It also got me thinking about Michigan. The marriage ban passed in Michigan in 2004 by 59%. By the formula in given in 538.com, a 2% drop per year in the support of the ban means we could go for a repeal right about … next November. After all, we will be 5 years after the ban was enacted and support for it by then should be about 49%
Alas, I've heard no talk of mounting a repeal and even 538.com predicts Michigan won't repeal and enact gay marriage until 2013. I'm well aware that support for a gay marriage ban (which was at 59% in 2004) is quite different than support for the repeal of the ban and different again from enacting actual permission for gay marriage.
My friend and debate partner has a doctorate in Mathematics, used to be a college math professor, and still occasionally gets his hands dirty with the stuff. He offers additional insights. You shouldn't need a math degree to understand his basic ideas.

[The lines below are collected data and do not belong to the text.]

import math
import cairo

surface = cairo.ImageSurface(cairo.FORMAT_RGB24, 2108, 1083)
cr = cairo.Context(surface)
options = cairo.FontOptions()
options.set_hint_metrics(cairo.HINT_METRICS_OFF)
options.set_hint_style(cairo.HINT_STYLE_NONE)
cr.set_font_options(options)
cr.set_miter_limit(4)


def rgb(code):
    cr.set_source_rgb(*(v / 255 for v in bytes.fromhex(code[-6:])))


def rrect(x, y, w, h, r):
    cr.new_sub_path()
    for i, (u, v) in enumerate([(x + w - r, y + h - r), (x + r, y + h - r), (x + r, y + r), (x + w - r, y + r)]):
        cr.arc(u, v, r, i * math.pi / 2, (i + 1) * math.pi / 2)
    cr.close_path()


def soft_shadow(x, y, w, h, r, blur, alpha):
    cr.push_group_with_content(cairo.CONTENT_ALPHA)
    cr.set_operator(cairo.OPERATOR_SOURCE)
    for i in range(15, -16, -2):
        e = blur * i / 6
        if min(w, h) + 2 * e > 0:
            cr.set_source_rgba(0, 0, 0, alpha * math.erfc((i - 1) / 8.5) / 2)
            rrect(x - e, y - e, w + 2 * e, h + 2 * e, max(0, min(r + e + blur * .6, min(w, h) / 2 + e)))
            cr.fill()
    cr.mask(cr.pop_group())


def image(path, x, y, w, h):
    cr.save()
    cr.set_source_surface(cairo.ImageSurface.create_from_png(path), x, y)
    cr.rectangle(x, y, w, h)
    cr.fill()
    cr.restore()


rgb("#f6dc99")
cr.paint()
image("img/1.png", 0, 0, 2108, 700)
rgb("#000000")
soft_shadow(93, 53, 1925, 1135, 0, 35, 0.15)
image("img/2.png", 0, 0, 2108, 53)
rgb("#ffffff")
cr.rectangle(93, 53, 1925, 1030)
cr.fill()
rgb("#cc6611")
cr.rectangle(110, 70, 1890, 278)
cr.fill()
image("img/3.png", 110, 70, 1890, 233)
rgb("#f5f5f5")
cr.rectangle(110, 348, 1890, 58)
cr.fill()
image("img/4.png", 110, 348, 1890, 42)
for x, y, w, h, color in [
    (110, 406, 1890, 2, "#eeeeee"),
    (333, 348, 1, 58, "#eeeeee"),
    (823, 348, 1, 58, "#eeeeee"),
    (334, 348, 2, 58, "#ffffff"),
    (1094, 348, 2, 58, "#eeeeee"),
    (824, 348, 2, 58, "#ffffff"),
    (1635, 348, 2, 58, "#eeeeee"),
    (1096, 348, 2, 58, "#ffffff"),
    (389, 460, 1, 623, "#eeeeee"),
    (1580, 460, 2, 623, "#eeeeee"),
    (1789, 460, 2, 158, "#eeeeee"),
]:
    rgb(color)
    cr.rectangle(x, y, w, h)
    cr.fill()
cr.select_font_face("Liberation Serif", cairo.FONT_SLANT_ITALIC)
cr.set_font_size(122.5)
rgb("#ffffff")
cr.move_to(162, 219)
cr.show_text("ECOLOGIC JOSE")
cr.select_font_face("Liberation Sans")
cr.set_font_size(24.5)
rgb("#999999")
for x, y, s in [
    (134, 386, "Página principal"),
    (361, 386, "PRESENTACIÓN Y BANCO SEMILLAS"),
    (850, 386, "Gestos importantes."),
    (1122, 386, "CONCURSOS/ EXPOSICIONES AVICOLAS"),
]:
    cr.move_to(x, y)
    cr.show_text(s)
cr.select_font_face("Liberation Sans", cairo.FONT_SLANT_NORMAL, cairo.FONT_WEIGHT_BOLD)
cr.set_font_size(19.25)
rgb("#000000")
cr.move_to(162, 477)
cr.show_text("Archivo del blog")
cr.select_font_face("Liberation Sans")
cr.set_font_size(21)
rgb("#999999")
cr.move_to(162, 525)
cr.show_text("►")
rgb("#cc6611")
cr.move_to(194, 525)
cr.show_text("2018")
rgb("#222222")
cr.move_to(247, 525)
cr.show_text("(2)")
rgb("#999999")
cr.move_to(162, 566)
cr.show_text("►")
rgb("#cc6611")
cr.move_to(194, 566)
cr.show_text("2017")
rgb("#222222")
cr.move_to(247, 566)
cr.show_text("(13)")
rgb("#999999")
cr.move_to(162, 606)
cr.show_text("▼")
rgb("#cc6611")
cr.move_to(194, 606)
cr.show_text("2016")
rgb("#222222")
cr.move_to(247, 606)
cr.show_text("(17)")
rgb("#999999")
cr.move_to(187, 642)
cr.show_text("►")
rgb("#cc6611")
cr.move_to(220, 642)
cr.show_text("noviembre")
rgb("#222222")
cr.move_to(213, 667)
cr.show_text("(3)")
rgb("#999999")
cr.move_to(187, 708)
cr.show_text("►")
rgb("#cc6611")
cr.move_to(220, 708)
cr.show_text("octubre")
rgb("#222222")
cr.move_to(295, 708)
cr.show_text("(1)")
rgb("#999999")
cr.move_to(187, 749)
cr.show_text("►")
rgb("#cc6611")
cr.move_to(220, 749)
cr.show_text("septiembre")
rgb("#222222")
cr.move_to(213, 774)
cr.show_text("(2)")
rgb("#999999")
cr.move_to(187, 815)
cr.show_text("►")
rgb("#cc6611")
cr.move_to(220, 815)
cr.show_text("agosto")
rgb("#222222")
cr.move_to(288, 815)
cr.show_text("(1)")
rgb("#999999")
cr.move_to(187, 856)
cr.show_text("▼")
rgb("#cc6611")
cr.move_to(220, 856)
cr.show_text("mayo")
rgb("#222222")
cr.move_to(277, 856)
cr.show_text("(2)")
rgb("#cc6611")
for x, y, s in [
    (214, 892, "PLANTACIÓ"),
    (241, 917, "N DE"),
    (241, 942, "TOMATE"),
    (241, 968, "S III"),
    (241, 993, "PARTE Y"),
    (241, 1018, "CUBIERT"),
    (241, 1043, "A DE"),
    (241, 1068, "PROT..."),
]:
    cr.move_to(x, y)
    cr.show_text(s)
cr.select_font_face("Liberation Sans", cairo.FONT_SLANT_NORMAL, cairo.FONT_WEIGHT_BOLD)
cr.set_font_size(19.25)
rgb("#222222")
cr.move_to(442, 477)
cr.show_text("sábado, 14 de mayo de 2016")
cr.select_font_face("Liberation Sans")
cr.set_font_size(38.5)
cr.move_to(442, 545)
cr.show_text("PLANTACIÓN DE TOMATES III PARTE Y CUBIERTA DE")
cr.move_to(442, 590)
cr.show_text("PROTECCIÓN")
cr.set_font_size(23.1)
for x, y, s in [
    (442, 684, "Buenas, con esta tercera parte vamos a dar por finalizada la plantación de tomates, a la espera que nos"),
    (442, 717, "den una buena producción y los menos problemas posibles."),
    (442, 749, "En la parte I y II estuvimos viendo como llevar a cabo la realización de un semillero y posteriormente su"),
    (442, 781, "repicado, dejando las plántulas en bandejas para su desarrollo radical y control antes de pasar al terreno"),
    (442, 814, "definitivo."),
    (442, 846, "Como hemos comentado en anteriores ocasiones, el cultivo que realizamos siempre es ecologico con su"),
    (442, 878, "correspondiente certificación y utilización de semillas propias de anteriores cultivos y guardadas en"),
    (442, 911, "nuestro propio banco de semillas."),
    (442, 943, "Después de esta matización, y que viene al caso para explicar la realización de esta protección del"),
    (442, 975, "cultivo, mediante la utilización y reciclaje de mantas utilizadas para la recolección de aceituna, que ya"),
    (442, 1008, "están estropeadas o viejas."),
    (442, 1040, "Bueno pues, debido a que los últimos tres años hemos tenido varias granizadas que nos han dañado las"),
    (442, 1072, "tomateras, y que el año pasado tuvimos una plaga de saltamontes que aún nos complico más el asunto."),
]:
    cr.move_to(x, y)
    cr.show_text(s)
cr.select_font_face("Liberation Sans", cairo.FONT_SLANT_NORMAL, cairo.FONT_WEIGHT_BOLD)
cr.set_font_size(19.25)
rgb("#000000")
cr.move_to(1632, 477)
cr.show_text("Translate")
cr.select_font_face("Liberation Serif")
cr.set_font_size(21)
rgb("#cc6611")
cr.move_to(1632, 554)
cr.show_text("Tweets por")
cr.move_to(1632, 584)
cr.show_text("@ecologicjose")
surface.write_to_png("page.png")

I agree that the battle has turned and will eventually be lost (or in our view, won). Living through that prolonged loss should discourage the fundies and help to weaken their movement. They have staked a lot of reputation on this issue.
This of course intrigued my mathy side. I read the 538.com article and stored it for future reference.
Two lines of comment:
1) The existence of the model and attention paid to it will in itself change the phenomenon, leading to errors -- perhaps large -- in the predicted outcomes vs. actual. For example, I mentioned the damage these defeats will do to evangelism, whose demise we have recently, separately, discussed.
Bigger: Silver's list of the years in which victory "should" be available state by state will tempt activists to mount campaigns to reap those victories (perhaps too early: people are optimistic). The resulting public attention will alter the trends in many states -- all that attention has a non-linear effect. Nothing in his model accounts for that emotional process. It's hard to say whether this will be more or less success for pro-marriage campaigns; the effect may vary state by state, depending on who gets the media sound bite du jour.
I base this comment on the famous insight from physics: measuring something changes it. The classic example is that we can't simultaneously measure (know) velocity and momentum.
I would not be surprised to learn that the errors that result are a couple of years or larger. This could lead some activist campaigns (on either side) into major errors in judging what is politically possible in a given state and year: a chaotic dimension.
2) Silver's choice of variables is reasonable and he tested his dimension reduction plan. But he appears to use linear regression, giving a linear model. My evidence: 2% per year, not an X% compounded reduction per year, which would give an effect that slows down exponentially, being X% of a shrinking number.
I would not expect a social science phenomena to follow a linear model for very long. Instead, I'd expect a power law and, even then, large errors. The result of that change in methods is to introduce multiplicative effects -- change accelerates by feeding on itself or slows down geometrically, yielding a long tail on the distribution. These could happen together, giving a faster-than-expected bulge of state victories in the middle, transitioning to a long tail.
I do expect a long tail: For deep south states, 2024 seems very optimistic. They're still fighting the Civil War.
And, as some responses to the 538.com article point out, Utah is a special case. Hard to imagine that turning by the predicted 2013.
The long tail means at some point the Supremes will act, ending the need for individual states to do anything.